--- INFORMATION ---
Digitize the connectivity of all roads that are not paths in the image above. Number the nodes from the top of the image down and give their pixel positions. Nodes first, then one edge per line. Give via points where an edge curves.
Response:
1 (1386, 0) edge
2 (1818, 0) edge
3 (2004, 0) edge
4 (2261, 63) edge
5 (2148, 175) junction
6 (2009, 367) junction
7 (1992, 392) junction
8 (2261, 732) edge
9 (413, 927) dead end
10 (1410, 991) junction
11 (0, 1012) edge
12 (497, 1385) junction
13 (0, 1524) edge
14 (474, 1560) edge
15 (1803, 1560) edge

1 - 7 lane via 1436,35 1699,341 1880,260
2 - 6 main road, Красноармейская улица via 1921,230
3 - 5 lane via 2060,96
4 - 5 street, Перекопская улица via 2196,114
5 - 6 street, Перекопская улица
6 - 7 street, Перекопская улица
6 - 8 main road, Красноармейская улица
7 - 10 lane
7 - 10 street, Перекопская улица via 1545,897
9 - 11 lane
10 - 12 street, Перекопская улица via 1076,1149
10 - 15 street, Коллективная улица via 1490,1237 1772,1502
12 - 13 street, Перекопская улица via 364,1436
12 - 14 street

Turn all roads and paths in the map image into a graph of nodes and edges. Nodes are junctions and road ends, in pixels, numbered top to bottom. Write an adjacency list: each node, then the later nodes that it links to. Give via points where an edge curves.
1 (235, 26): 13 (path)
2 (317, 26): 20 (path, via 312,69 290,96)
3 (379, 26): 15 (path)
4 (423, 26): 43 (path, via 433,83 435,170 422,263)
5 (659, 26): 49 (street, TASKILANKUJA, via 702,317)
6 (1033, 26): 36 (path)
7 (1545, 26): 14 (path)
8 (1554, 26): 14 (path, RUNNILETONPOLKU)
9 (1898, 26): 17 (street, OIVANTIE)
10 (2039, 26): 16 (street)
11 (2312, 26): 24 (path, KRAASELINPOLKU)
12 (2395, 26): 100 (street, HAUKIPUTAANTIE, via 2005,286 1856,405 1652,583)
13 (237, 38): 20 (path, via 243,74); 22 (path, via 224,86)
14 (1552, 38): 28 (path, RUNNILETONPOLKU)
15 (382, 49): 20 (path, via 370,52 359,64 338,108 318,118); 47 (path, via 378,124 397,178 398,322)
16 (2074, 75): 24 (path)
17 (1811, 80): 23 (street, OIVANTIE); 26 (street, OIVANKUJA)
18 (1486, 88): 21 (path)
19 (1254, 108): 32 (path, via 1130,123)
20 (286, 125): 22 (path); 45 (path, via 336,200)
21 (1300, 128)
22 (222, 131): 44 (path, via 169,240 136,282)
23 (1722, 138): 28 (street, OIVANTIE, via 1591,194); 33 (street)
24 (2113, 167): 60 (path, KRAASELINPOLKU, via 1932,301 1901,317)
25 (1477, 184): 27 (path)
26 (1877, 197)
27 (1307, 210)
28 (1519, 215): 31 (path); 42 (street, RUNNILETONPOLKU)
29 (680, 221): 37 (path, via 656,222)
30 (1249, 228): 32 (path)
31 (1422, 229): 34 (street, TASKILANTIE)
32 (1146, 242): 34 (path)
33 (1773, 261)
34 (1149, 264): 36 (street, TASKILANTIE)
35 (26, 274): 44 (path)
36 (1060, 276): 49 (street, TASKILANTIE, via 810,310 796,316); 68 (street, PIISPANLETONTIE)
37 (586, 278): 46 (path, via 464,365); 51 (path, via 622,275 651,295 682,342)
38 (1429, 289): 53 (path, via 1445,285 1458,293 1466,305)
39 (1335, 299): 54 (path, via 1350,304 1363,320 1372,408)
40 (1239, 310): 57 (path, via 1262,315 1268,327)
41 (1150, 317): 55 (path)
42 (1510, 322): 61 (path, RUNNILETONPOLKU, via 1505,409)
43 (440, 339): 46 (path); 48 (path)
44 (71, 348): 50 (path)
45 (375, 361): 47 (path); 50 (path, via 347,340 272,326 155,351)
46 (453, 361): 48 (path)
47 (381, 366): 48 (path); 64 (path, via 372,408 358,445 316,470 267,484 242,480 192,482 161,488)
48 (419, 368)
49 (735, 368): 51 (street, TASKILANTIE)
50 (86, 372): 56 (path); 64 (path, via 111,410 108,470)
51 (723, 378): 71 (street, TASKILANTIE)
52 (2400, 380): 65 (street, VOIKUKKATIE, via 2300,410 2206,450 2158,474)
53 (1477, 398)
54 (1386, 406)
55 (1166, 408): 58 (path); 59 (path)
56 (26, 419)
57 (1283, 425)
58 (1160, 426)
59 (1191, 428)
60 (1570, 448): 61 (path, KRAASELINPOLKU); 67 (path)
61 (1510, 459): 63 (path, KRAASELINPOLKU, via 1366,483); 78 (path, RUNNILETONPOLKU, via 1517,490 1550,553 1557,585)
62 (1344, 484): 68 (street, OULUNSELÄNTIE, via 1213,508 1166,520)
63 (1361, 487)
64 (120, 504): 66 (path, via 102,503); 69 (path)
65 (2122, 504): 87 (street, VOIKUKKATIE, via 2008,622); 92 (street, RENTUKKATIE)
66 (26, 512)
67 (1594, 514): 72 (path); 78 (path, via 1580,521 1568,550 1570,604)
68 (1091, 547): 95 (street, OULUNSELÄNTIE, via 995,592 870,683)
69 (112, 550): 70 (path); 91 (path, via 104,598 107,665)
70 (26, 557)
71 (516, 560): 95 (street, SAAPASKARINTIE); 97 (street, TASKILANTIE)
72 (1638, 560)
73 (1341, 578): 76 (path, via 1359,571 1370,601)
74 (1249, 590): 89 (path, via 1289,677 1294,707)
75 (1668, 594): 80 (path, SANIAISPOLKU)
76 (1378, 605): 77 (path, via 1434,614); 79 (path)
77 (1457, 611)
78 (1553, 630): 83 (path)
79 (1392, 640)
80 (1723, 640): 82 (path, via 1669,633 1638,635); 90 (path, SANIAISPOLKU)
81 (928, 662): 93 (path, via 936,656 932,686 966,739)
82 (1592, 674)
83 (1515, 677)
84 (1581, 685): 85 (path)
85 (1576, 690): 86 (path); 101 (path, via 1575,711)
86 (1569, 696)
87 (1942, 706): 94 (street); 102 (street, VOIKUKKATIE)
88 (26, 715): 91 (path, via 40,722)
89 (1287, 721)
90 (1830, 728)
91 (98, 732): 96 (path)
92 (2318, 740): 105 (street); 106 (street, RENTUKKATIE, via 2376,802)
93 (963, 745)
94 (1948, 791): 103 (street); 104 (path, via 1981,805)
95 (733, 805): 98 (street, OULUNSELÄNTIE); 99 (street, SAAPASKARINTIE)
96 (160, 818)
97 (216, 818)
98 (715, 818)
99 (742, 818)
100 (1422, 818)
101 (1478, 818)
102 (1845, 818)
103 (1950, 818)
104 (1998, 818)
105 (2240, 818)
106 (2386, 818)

--- TO DO ---
Reproduce the preceding records exactly and completely.

--- SOLUTION FOR THIS TASK ---
Digitize the connectivity of all roads that are not paths in the image above. Number the nodes from the top of the image down and give their pixel positions. Nodes first, then one edge per line. Give via points where an edge curves.
Response:
1 (1386, 0) edge
2 (1818, 0) edge
3 (2004, 0) edge
4 (2261, 63) edge
5 (2148, 175) junction
6 (2009, 367) junction
7 (1992, 392) junction
8 (2261, 732) edge
9 (413, 927) dead end
10 (1410, 991) junction
11 (0, 1012) edge
12 (497, 1385) junction
13 (0, 1524) edge
14 (474, 1560) edge
15 (1803, 1560) edge

1 - 7 lane via 1436,35 1699,341 1880,260
2 - 6 main road, Красноармейская улица via 1921,230
3 - 5 lane via 2060,96
4 - 5 street, Перекопская улица via 2196,114
5 - 6 street, Перекопская улица
6 - 7 street, Перекопская улица
6 - 8 main road, Красноармейская улица
7 - 10 lane
7 - 10 street, Перекопская улица via 1545,897
9 - 11 lane
10 - 12 street, Перекопская улица via 1076,1149
10 - 15 street, Коллективная улица via 1490,1237 1772,1502
12 - 13 street, Перекопская улица via 364,1436
12 - 14 street

Turn all roads and paths in the map image into a graph of nodes and edges. Nodes are junctions and road ends, in pixels, numbered top to bottom. Write an adjacency list: each node, then the later nodes that it links to. Give via points where an edge curves.
1 (235, 26): 13 (path)
2 (317, 26): 20 (path, via 312,69 290,96)
3 (379, 26): 15 (path)
4 (423, 26): 43 (path, via 433,83 435,170 422,263)
5 (659, 26): 49 (street, TASKILANKUJA, via 702,317)
6 (1033, 26): 36 (path)
7 (1545, 26): 14 (path)
8 (1554, 26): 14 (path, RUNNILETONPOLKU)
9 (1898, 26): 17 (street, OIVANTIE)
10 (2039, 26): 16 (street)
11 (2312, 26): 24 (path, KRAASELINPOLKU)
12 (2395, 26): 100 (street, HAUKIPUTAANTIE, via 2005,286 1856,405 1652,583)
13 (237, 38): 20 (path, via 243,74); 22 (path, via 224,86)
14 (1552, 38): 28 (path, RUNNILETONPOLKU)
15 (382, 49): 20 (path, via 370,52 359,64 338,108 318,118); 47 (path, via 378,124 397,178 398,322)
16 (2074, 75): 24 (path)
17 (1811, 80): 23 (street, OIVANTIE); 26 (street, OIVANKUJA)
18 (1486, 88): 21 (path)
19 (1254, 108): 32 (path, via 1130,123)
20 (286, 125): 22 (path); 45 (path, via 336,200)
21 (1300, 128)
22 (222, 131): 44 (path, via 169,240 136,282)
23 (1722, 138): 28 (street, OIVANTIE, via 1591,194); 33 (street)
24 (2113, 167): 60 (path, KRAASELINPOLKU, via 1932,301 1901,317)
25 (1477, 184): 27 (path)
26 (1877, 197)
27 (1307, 210)
28 (1519, 215): 31 (path); 42 (street, RUNNILETONPOLKU)
29 (680, 221): 37 (path, via 656,222)
30 (1249, 228): 32 (path)
31 (1422, 229): 34 (street, TASKILANTIE)
32 (1146, 242): 34 (path)
33 (1773, 261)
34 (1149, 264): 36 (street, TASKILANTIE)
35 (26, 274): 44 (path)
36 (1060, 276): 49 (street, TASKILANTIE, via 810,310 796,316); 68 (street, PIISPANLETONTIE)
37 (586, 278): 46 (path, via 464,365); 51 (path, via 622,275 651,295 682,342)
38 (1429, 289): 53 (path, via 1445,285 1458,293 1466,305)
39 (1335, 299): 54 (path, via 1350,304 1363,320 1372,408)
40 (1239, 310): 57 (path, via 1262,315 1268,327)
41 (1150, 317): 55 (path)
42 (1510, 322): 61 (path, RUNNILETONPOLKU, via 1505,409)
43 (440, 339): 46 (path); 48 (path)
44 (71, 348): 50 (path)
45 (375, 361): 47 (path); 50 (path, via 347,340 272,326 155,351)
46 (453, 361): 48 (path)
47 (381, 366): 48 (path); 64 (path, via 372,408 358,445 316,470 267,484 242,480 192,482 161,488)
48 (419, 368)
49 (735, 368): 51 (street, TASKILANTIE)
50 (86, 372): 56 (path); 64 (path, via 111,410 108,470)
51 (723, 378): 71 (street, TASKILANTIE)
52 (2400, 380): 65 (street, VOIKUKKATIE, via 2300,410 2206,450 2158,474)
53 (1477, 398)
54 (1386, 406)
55 (1166, 408): 58 (path); 59 (path)
56 (26, 419)
57 (1283, 425)
58 (1160, 426)
59 (1191, 428)
60 (1570, 448): 61 (path, KRAASELINPOLKU); 67 (path)
61 (1510, 459): 63 (path, KRAASELINPOLKU, via 1366,483); 78 (path, RUNNILETONPOLKU, via 1517,490 1550,553 1557,585)
62 (1344, 484): 68 (street, OULUNSELÄNTIE, via 1213,508 1166,520)
63 (1361, 487)
64 (120, 504): 66 (path, via 102,503); 69 (path)
65 (2122, 504): 87 (street, VOIKUKKATIE, via 2008,622); 92 (street, RENTUKKATIE)
66 (26, 512)
67 (1594, 514): 72 (path); 78 (path, via 1580,521 1568,550 1570,604)
68 (1091, 547): 95 (street, OULUNSELÄNTIE, via 995,592 870,683)
69 (112, 550): 70 (path); 91 (path, via 104,598 107,665)
70 (26, 557)
71 (516, 560): 95 (street, SAAPASKARINTIE); 97 (street, TASKILANTIE)
72 (1638, 560)
73 (1341, 578): 76 (path, via 1359,571 1370,601)
74 (1249, 590): 89 (path, via 1289,677 1294,707)
75 (1668, 594): 80 (path, SANIAISPOLKU)
76 (1378, 605): 77 (path, via 1434,614); 79 (path)
77 (1457, 611)
78 (1553, 630): 83 (path)
79 (1392, 640)
80 (1723, 640): 82 (path, via 1669,633 1638,635); 90 (path, SANIAISPOLKU)
81 (928, 662): 93 (path, via 936,656 932,686 966,739)
82 (1592, 674)
83 (1515, 677)
84 (1581, 685): 85 (path)
85 (1576, 690): 86 (path); 101 (path, via 1575,711)
86 (1569, 696)
87 (1942, 706): 94 (street); 102 (street, VOIKUKKATIE)
88 (26, 715): 91 (path, via 40,722)
89 (1287, 721)
90 (1830, 728)
91 (98, 732): 96 (path)
92 (2318, 740): 105 (street); 106 (street, RENTUKKATIE, via 2376,802)
93 (963, 745)
94 (1948, 791): 103 (street); 104 (path, via 1981,805)
95 (733, 805): 98 (street, OULUNSELÄNTIE); 99 (street, SAAPASKARINTIE)
96 (160, 818)
97 (216, 818)
98 (715, 818)
99 (742, 818)
100 (1422, 818)
101 (1478, 818)
102 (1845, 818)
103 (1950, 818)
104 (1998, 818)
105 (2240, 818)
106 (2386, 818)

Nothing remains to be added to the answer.